Sie denkt, dass sie mir mit dieser Art von Sitzungen hilft, doch das Gegenteil ist der Fall.
Wenn ich ihr gegenübersitze und die Papageien-Nummer abziehen muss, fühle ich mich noch verrückter, als ich es sowieso schon bin.
Kein normaler Mensch muss Bälle auf Stühle schleudern und dabei so tun, als wären es bestimmte Menschen. Niemand muss stundenlang über Probleme reden, die es gar nicht gibt. Niemand wird gezwungen wildfremde Menschen anzurufen und nach dem Sinn des Lebens zu fragen. Niemand, außer mir. Und natürlich allen anderen verrückten Menschen auf dieser Welt.

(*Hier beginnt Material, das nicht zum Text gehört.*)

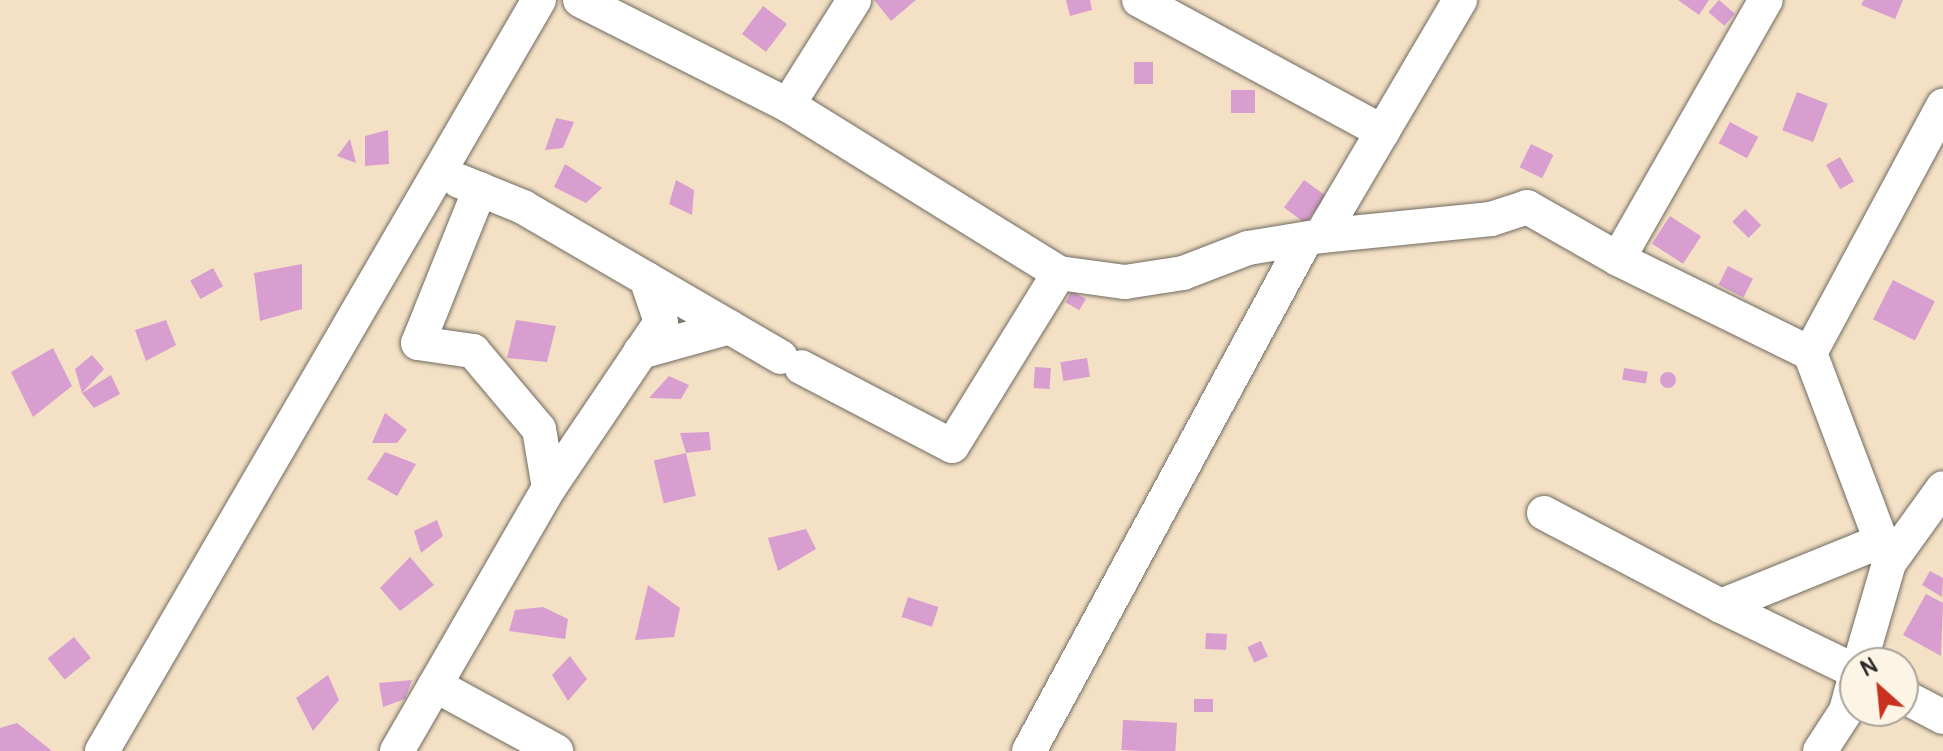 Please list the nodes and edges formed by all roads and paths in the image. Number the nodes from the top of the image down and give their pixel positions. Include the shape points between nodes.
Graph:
1 (539, 0) edge
2 (580, 0) edge
3 (854, 0) edge
4 (1139, 0) edge
5 (1460, 0) edge
6 (1766, 0) edge
7 (788, 105) junction
8 (1943, 106) edge
9 (1383, 132) junction
10 (439, 173) junction
11 (480, 189) junction
12 (1314, 238) junction
13 (1618, 259) junction
14 (1059, 273) junction
15 (646, 278) junction
16 (730, 327) junction
17 (640, 352) junction
18 (1810, 353) junction
19 (549, 488) junction
20 (1943, 488) edge
21 (1544, 513) dead end
22 (1885, 552) junction
23 (1721, 606) junction
24 (1864, 647) edge
25 (1839, 663) edge
26 (435, 685) junction
27 (1919, 704) edge
28 (1943, 717) edge
29 (1839, 722) edge
30 (102, 751) edge
31 (397, 751) edge
32 (556, 751) edge
33 (1029, 751) edge
34 (1820, 751) edge

1 - 10 street
2 - 7 street
3 - 7 street
4 - 9 street
5 - 9 street
6 - 13 street
7 - 14 street
8 - 18 street
9 - 12 street
10 - 11 street
10 - 30 street
11 - 15 street via 523,207
11 - 19 street via 418,343 473,351 539,429
12 - 13 street via 1491,219 1527,207
12 - 14 street via 1248,248 1183,273 1125,282
12 - 33 street
13 - 18 street
14 - 16 street via 952,446
15 - 16 street
15 - 17 street via 661,322
16 - 17 street
17 - 19 street
18 - 22 street
19 - 26 street
20 - 22 street
21 - 23 street
22 - 23 street
22 - 24 street
23 - 25 street
26 - 31 street
26 - 32 street
27 - 28 street
29 - 34 street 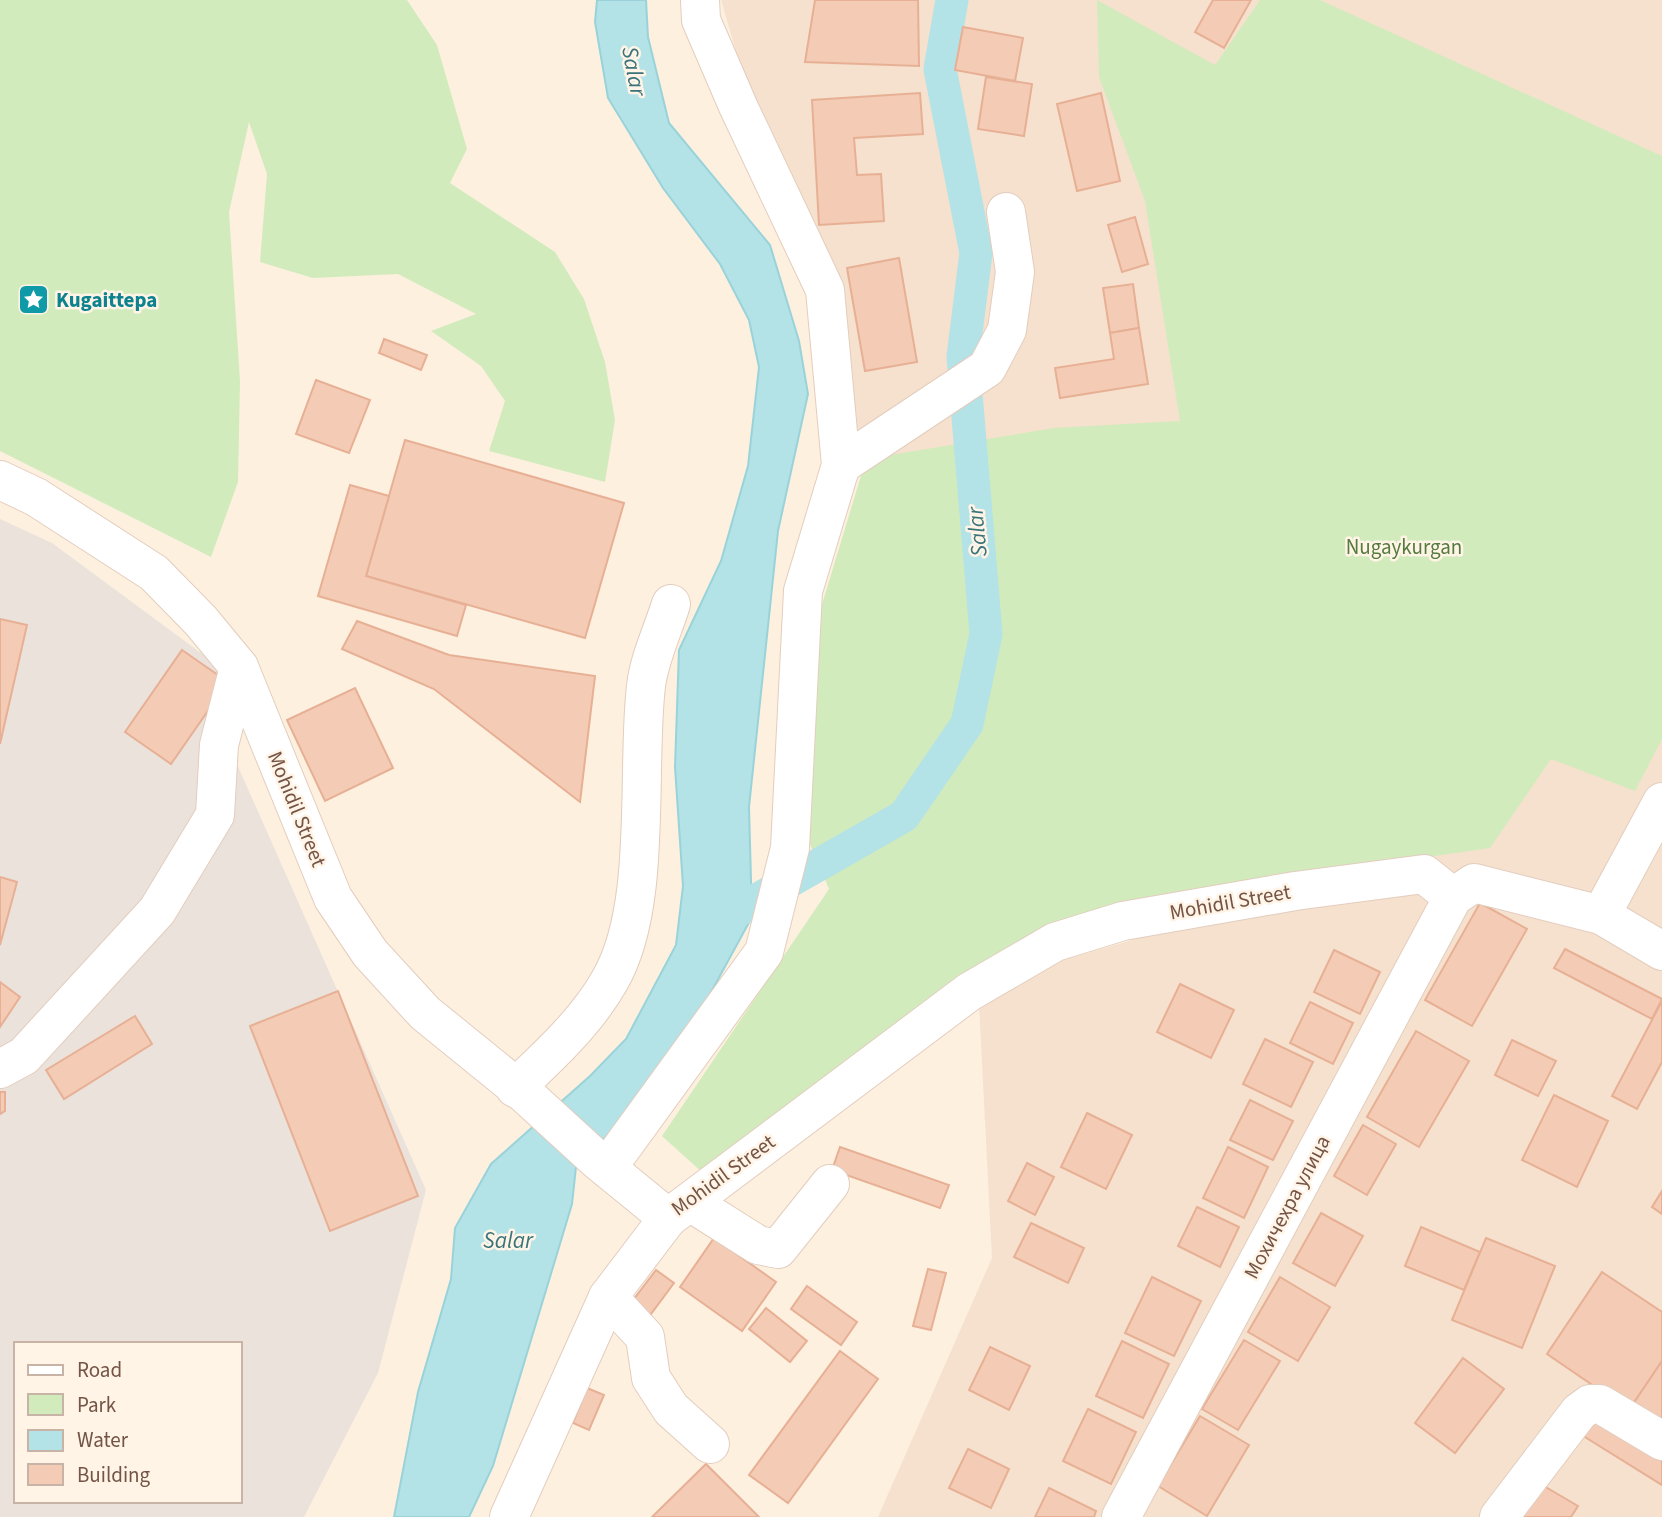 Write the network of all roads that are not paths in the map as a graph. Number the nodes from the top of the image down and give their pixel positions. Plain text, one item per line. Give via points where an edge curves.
1 (700, 0) edge
2 (1006, 212) dead end
3 (841, 465) junction
4 (0, 480) edge
5 (671, 604) dead end
6 (239, 667) junction
7 (1662, 803) edge
8 (1453, 897) junction
9 (1601, 915) junction
10 (1662, 951) edge
11 (0, 1069) edge
12 (520, 1091) junction
13 (602, 1164) junction
14 (830, 1185) dead end
15 (679, 1210) junction
16 (608, 1297) junction
17 (1662, 1441) edge
18 (710, 1444) dead end
19 (509, 1517) edge
20 (1121, 1517) edge
21 (1499, 1517) edge

1 - 3 street via 701,20 738,106 825,289
2 - 3 street via 1015,272 1007,330 986,368
3 - 13 street via 803,591 790,848 764,952
4 - 6 street, Mohidil Street via 36,497 154,573
5 - 12 street via 646,683 631,927 611,980
6 - 11 street via 219,745 215,815 157,911 24,1056
6 - 12 street, Mohidil Street via 333,898 370,953 425,1013
7 - 9 street
8 - 9 street via 1474,883
8 - 15 street, Mohidil Street via 1424,874 1136,919 1055,942 969,992
8 - 20 street, Мохичехра улица
9 - 10 street
12 - 13 street, Mohidil Street
13 - 15 street, Mohidil Street
14 - 15 street via 778,1249 758,1245
15 - 16 street
16 - 18 street via 645,1337 650,1378 671,1409
16 - 19 street
17 - 21 street via 1600,1404 1590,1404 1579,1412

Sie sagt mir immer, ich seie nicht verrückt, nur eben zur Zeit mental nicht ganz stabil. Das Problem ist, dass ich sie durchschaue. Das ist genau so, wie wenn man einer Köchin sagt, dass etwas interessant schmeckt. In Wirklichkeit schmeckt es furchtbar. Genauso, wie wenn man sagt, dass alles okay ist. In Wirklichkeit ist es das ganz und gar nicht. Genauso, wie wenn man sagt, dass es egal ist, was man gerade gesagt hat. In Wirklichkeit ist es sogar sehr wichtig. Naja und genauso ist das auch mit dem mental nicht ganz stabil sein. In Wirklichkeit ist man eben verrückt. In Wirklichkeit bin ich eben verrückt. Eine Irre. Ein Psycho. Die Alte, die später allein in einer zugemüllten Wohnung hocken wird. Lediglich in der Gesellschaft von zwölf oder dreizehn Katzen. Aber das will ich nicht sein. Ich mag Katzen noch nicht einmal besonders. Und das ist untertrieben. Ich fürchte mich vor den Viechern, wie sich die Maus vor der Katze ängstigt oder Rotkäppchen vorm bösen Wolf.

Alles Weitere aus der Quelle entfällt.